*** Block opens ***

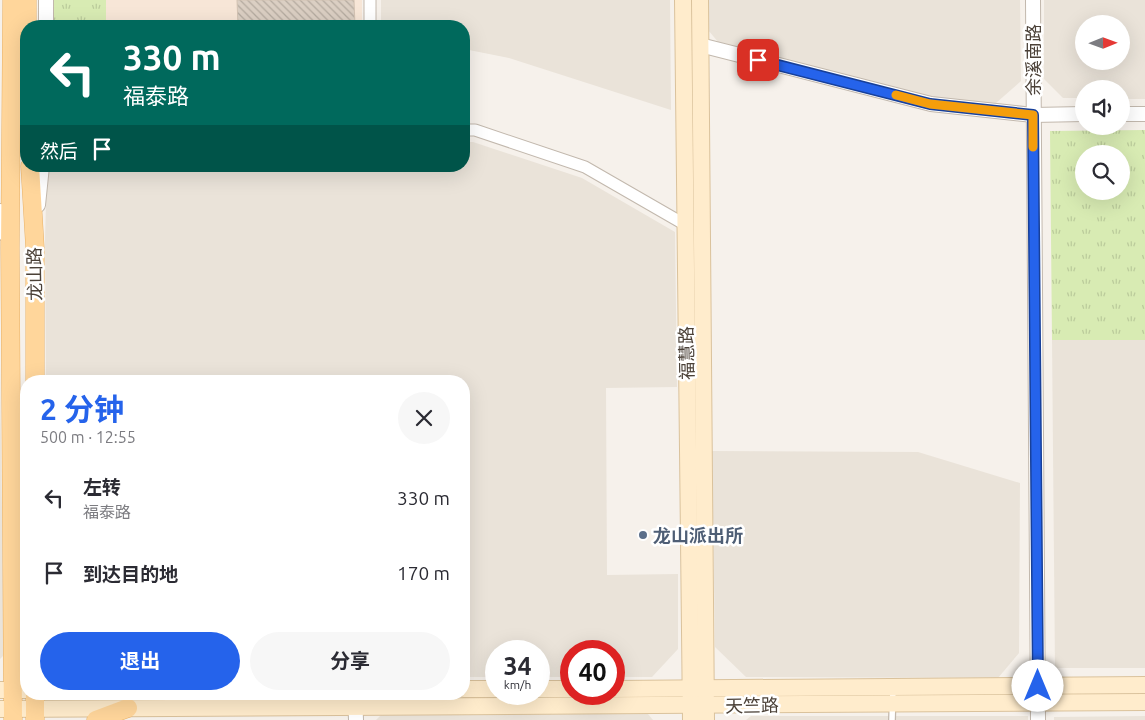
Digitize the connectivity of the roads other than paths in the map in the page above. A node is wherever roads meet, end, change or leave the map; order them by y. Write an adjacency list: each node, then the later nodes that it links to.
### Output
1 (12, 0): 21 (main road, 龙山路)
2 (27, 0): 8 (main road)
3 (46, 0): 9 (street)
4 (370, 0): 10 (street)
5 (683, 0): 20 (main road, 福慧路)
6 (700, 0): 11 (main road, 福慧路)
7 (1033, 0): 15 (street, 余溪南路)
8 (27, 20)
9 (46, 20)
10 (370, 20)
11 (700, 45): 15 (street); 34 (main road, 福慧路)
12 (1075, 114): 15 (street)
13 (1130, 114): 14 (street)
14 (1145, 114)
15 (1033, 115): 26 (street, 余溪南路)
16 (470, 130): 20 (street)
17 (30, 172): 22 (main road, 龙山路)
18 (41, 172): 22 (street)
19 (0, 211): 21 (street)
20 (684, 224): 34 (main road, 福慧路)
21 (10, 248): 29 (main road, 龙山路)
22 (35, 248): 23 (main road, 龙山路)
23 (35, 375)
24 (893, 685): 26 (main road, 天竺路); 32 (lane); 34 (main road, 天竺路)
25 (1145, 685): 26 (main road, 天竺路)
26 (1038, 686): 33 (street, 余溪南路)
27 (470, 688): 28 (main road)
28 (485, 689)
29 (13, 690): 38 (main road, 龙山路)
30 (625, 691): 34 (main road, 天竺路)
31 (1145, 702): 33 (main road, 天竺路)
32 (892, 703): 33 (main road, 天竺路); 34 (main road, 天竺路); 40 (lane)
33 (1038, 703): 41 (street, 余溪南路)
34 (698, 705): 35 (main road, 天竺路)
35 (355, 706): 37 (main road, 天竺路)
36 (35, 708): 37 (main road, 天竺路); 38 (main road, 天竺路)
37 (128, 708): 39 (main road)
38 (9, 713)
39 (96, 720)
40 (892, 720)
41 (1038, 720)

*** Block closes ***

### PROBLEM TO WORK ON
Leave out the pictures, and write out all the remaining data above exactly.

### EXPECTED ANSWER
Digitize the connectivity of the roads other than paths in the map in the page above. A node is wherever roads meet, end, change or leave the map; order them by y. Write an adjacency list: each node, then the later nodes that it links to.
### Output
1 (12, 0): 21 (main road, 龙山路)
2 (27, 0): 8 (main road)
3 (46, 0): 9 (street)
4 (370, 0): 10 (street)
5 (683, 0): 20 (main road, 福慧路)
6 (700, 0): 11 (main road, 福慧路)
7 (1033, 0): 15 (street, 余溪南路)
8 (27, 20)
9 (46, 20)
10 (370, 20)
11 (700, 45): 15 (street); 34 (main road, 福慧路)
12 (1075, 114): 15 (street)
13 (1130, 114): 14 (street)
14 (1145, 114)
15 (1033, 115): 26 (street, 余溪南路)
16 (470, 130): 20 (street)
17 (30, 172): 22 (main road, 龙山路)
18 (41, 172): 22 (street)
19 (0, 211): 21 (street)
20 (684, 224): 34 (main road, 福慧路)
21 (10, 248): 29 (main road, 龙山路)
22 (35, 248): 23 (main road, 龙山路)
23 (35, 375)
24 (893, 685): 26 (main road, 天竺路); 32 (lane); 34 (main road, 天竺路)
25 (1145, 685): 26 (main road, 天竺路)
26 (1038, 686): 33 (street, 余溪南路)
27 (470, 688): 28 (main road)
28 (485, 689)
29 (13, 690): 38 (main road, 龙山路)
30 (625, 691): 34 (main road, 天竺路)
31 (1145, 702): 33 (main road, 天竺路)
32 (892, 703): 33 (main road, 天竺路); 34 (main road, 天竺路); 40 (lane)
33 (1038, 703): 41 (street, 余溪南路)
34 (698, 705): 35 (main road, 天竺路)
35 (355, 706): 37 (main road, 天竺路)
36 (35, 708): 37 (main road, 天竺路); 38 (main road, 天竺路)
37 (128, 708): 39 (main road)
38 (9, 713)
39 (96, 720)
40 (892, 720)
41 (1038, 720)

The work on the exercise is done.